▸ **WHAT TO DO**
Reproduce the data word for word, keeping every line complete.

Saved data entries:
• • • • • • •

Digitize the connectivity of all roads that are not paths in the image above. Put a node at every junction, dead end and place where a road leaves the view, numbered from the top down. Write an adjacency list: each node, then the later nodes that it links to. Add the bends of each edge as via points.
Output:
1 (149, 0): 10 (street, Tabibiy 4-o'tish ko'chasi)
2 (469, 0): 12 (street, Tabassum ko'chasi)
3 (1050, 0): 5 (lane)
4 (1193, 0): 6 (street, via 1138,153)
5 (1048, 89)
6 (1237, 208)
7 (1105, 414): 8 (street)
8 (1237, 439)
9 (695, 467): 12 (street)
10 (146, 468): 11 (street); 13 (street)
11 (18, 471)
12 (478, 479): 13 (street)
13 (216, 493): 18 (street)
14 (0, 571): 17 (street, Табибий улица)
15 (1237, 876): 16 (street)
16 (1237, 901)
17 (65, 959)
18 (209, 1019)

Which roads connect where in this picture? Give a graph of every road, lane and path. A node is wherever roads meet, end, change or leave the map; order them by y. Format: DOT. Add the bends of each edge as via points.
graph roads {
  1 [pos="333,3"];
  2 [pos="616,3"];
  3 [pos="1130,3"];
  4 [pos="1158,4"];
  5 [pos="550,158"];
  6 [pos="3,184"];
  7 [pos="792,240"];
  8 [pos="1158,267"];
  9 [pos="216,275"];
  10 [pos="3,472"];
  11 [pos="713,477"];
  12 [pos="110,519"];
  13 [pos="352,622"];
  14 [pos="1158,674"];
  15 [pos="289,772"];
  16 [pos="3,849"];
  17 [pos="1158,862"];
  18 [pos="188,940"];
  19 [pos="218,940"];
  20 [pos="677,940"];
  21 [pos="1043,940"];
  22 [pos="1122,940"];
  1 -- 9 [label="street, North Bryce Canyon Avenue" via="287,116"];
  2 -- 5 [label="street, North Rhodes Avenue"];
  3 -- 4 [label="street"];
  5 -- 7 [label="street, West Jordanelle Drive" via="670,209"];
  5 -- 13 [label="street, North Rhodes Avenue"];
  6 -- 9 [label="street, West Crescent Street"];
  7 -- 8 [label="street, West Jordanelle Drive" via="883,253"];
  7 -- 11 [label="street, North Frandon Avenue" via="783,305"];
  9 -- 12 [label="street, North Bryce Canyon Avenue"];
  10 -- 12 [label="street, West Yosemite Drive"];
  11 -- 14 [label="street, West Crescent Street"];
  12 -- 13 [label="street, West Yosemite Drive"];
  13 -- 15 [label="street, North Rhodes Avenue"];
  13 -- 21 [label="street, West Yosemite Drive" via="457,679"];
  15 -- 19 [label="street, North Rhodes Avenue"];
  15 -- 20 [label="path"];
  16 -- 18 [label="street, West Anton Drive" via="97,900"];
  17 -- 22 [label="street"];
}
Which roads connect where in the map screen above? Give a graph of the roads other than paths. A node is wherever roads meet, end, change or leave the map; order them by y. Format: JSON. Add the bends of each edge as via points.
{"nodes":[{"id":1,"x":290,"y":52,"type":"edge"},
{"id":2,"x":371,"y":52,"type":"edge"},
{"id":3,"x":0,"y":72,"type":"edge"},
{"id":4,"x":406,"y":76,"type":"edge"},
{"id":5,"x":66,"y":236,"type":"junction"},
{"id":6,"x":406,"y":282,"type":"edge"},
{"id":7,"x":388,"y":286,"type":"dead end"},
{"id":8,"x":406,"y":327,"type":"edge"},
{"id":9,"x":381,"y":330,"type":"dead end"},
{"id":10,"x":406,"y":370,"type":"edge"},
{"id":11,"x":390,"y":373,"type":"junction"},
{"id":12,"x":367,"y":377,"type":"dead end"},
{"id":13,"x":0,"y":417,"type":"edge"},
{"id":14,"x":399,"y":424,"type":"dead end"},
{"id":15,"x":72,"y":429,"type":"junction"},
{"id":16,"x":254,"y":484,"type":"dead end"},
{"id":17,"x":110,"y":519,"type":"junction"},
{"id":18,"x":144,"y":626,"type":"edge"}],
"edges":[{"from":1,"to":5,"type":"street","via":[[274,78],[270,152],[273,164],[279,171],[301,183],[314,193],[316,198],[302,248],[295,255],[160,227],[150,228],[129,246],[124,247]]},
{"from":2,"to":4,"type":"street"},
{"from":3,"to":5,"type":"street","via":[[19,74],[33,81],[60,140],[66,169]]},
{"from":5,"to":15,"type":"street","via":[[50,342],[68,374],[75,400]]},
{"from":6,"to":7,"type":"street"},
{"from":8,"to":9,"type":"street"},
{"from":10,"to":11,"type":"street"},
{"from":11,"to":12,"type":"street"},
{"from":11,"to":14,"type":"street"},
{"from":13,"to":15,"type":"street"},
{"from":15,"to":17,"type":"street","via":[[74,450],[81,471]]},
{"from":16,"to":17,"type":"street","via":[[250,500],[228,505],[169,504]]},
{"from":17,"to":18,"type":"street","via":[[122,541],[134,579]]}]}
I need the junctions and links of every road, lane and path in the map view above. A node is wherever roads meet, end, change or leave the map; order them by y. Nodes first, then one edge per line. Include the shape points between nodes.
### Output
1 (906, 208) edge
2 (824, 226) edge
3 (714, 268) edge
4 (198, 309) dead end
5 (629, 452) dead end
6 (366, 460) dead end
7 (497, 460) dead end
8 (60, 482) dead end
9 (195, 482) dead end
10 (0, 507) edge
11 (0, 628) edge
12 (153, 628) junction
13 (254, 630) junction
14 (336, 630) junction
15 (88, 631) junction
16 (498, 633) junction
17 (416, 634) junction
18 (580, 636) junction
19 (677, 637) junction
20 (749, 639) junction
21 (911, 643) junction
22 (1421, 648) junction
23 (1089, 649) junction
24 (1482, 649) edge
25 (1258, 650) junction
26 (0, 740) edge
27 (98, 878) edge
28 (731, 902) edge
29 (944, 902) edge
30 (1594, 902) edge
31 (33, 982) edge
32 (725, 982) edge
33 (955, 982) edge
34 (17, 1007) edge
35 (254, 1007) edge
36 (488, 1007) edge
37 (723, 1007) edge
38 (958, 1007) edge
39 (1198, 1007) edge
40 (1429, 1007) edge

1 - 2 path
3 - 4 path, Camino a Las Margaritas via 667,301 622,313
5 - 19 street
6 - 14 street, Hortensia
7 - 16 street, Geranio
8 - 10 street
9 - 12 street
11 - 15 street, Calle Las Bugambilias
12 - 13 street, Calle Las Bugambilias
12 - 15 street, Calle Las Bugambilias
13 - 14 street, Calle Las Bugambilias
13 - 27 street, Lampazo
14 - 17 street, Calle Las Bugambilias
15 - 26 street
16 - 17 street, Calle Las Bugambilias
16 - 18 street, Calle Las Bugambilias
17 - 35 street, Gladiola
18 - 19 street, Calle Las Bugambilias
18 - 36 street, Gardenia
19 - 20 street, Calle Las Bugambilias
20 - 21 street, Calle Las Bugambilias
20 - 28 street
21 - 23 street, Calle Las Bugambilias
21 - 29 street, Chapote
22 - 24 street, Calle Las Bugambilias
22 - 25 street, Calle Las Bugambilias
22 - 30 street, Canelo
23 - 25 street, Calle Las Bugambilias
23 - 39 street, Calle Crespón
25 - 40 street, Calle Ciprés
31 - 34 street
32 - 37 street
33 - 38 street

• • • • • • •

▸ **FINAL ANSWER**
Digitize the connectivity of all roads that are not paths in the image above. Put a node at every junction, dead end and place where a road leaves the view, numbered from the top down. Write an adjacency list: each node, then the later nodes that it links to. Add the bends of each edge as via points.
Output:
1 (149, 0): 10 (street, Tabibiy 4-o'tish ko'chasi)
2 (469, 0): 12 (street, Tabassum ko'chasi)
3 (1050, 0): 5 (lane)
4 (1193, 0): 6 (street, via 1138,153)
5 (1048, 89)
6 (1237, 208)
7 (1105, 414): 8 (street)
8 (1237, 439)
9 (695, 467): 12 (street)
10 (146, 468): 11 (street); 13 (street)
11 (18, 471)
12 (478, 479): 13 (street)
13 (216, 493): 18 (street)
14 (0, 571): 17 (street, Табибий улица)
15 (1237, 876): 16 (street)
16 (1237, 901)
17 (65, 959)
18 (209, 1019)

Which roads connect where in this picture? Give a graph of every road, lane and path. A node is wherever roads meet, end, change or leave the map; order them by y. Format: DOT. Add the bends of each edge as via points.
graph roads {
  1 [pos="333,3"];
  2 [pos="616,3"];
  3 [pos="1130,3"];
  4 [pos="1158,4"];
  5 [pos="550,158"];
  6 [pos="3,184"];
  7 [pos="792,240"];
  8 [pos="1158,267"];
  9 [pos="216,275"];
  10 [pos="3,472"];
  11 [pos="713,477"];
  12 [pos="110,519"];
  13 [pos="352,622"];
  14 [pos="1158,674"];
  15 [pos="289,772"];
  16 [pos="3,849"];
  17 [pos="1158,862"];
  18 [pos="188,940"];
  19 [pos="218,940"];
  20 [pos="677,940"];
  21 [pos="1043,940"];
  22 [pos="1122,940"];
  1 -- 9 [label="street, North Bryce Canyon Avenue" via="287,116"];
  2 -- 5 [label="street, North Rhodes Avenue"];
  3 -- 4 [label="street"];
  5 -- 7 [label="street, West Jordanelle Drive" via="670,209"];
  5 -- 13 [label="street, North Rhodes Avenue"];
  6 -- 9 [label="street, West Crescent Street"];
  7 -- 8 [label="street, West Jordanelle Drive" via="883,253"];
  7 -- 11 [label="street, North Frandon Avenue" via="783,305"];
  9 -- 12 [label="street, North Bryce Canyon Avenue"];
  10 -- 12 [label="street, West Yosemite Drive"];
  11 -- 14 [label="street, West Crescent Street"];
  12 -- 13 [label="street, West Yosemite Drive"];
  13 -- 15 [label="street, North Rhodes Avenue"];
  13 -- 21 [label="street, West Yosemite Drive" via="457,679"];
  15 -- 19 [label="street, North Rhodes Avenue"];
  15 -- 20 [label="path"];
  16 -- 18 [label="street, West Anton Drive" via="97,900"];
  17 -- 22 [label="street"];
}
Which roads connect where in the map screen above? Give a graph of the roads other than paths. A node is wherever roads meet, end, change or leave the map; order them by y. Format: JSON. Add the bends of each edge as via points.
{"nodes":[{"id":1,"x":290,"y":52,"type":"edge"},
{"id":2,"x":371,"y":52,"type":"edge"},
{"id":3,"x":0,"y":72,"type":"edge"},
{"id":4,"x":406,"y":76,"type":"edge"},
{"id":5,"x":66,"y":236,"type":"junction"},
{"id":6,"x":406,"y":282,"type":"edge"},
{"id":7,"x":388,"y":286,"type":"dead end"},
{"id":8,"x":406,"y":327,"type":"edge"},
{"id":9,"x":381,"y":330,"type":"dead end"},
{"id":10,"x":406,"y":370,"type":"edge"},
{"id":11,"x":390,"y":373,"type":"junction"},
{"id":12,"x":367,"y":377,"type":"dead end"},
{"id":13,"x":0,"y":417,"type":"edge"},
{"id":14,"x":399,"y":424,"type":"dead end"},
{"id":15,"x":72,"y":429,"type":"junction"},
{"id":16,"x":254,"y":484,"type":"dead end"},
{"id":17,"x":110,"y":519,"type":"junction"},
{"id":18,"x":144,"y":626,"type":"edge"}],
"edges":[{"from":1,"to":5,"type":"street","via":[[274,78],[270,152],[273,164],[279,171],[301,183],[314,193],[316,198],[302,248],[295,255],[160,227],[150,228],[129,246],[124,247]]},
{"from":2,"to":4,"type":"street"},
{"from":3,"to":5,"type":"street","via":[[19,74],[33,81],[60,140],[66,169]]},
{"from":5,"to":15,"type":"street","via":[[50,342],[68,374],[75,400]]},
{"from":6,"to":7,"type":"street"},
{"from":8,"to":9,"type":"street"},
{"from":10,"to":11,"type":"street"},
{"from":11,"to":12,"type":"street"},
{"from":11,"to":14,"type":"street"},
{"from":13,"to":15,"type":"street"},
{"from":15,"to":17,"type":"street","via":[[74,450],[81,471]]},
{"from":16,"to":17,"type":"street","via":[[250,500],[228,505],[169,504]]},
{"from":17,"to":18,"type":"street","via":[[122,541],[134,579]]}]}
I need the junctions and links of every road, lane and path in the map view above. A node is wherever roads meet, end, change or leave the map; order them by y. Nodes first, then one edge per line. Include the shape points between nodes.
### Output
1 (906, 208) edge
2 (824, 226) edge
3 (714, 268) edge
4 (198, 309) dead end
5 (629, 452) dead end
6 (366, 460) dead end
7 (497, 460) dead end
8 (60, 482) dead end
9 (195, 482) dead end
10 (0, 507) edge
11 (0, 628) edge
12 (153, 628) junction
13 (254, 630) junction
14 (336, 630) junction
15 (88, 631) junction
16 (498, 633) junction
17 (416, 634) junction
18 (580, 636) junction
19 (677, 637) junction
20 (749, 639) junction
21 (911, 643) junction
22 (1421, 648) junction
23 (1089, 649) junction
24 (1482, 649) edge
25 (1258, 650) junction
26 (0, 740) edge
27 (98, 878) edge
28 (731, 902) edge
29 (944, 902) edge
30 (1594, 902) edge
31 (33, 982) edge
32 (725, 982) edge
33 (955, 982) edge
34 (17, 1007) edge
35 (254, 1007) edge
36 (488, 1007) edge
37 (723, 1007) edge
38 (958, 1007) edge
39 (1198, 1007) edge
40 (1429, 1007) edge

1 - 2 path
3 - 4 path, Camino a Las Margaritas via 667,301 622,313
5 - 19 street
6 - 14 street, Hortensia
7 - 16 street, Geranio
8 - 10 street
9 - 12 street
11 - 15 street, Calle Las Bugambilias
12 - 13 street, Calle Las Bugambilias
12 - 15 street, Calle Las Bugambilias
13 - 14 street, Calle Las Bugambilias
13 - 27 street, Lampazo
14 - 17 street, Calle Las Bugambilias
15 - 26 street
16 - 17 street, Calle Las Bugambilias
16 - 18 street, Calle Las Bugambilias
17 - 35 street, Gladiola
18 - 19 street, Calle Las Bugambilias
18 - 36 street, Gardenia
19 - 20 street, Calle Las Bugambilias
20 - 21 street, Calle Las Bugambilias
20 - 28 street
21 - 23 street, Calle Las Bugambilias
21 - 29 street, Chapote
22 - 24 street, Calle Las Bugambilias
22 - 25 street, Calle Las Bugambilias
22 - 30 street, Canelo
23 - 25 street, Calle Las Bugambilias
23 - 39 street, Calle Crespón
25 - 40 street, Calle Ciprés
31 - 34 street
32 - 37 street
33 - 38 street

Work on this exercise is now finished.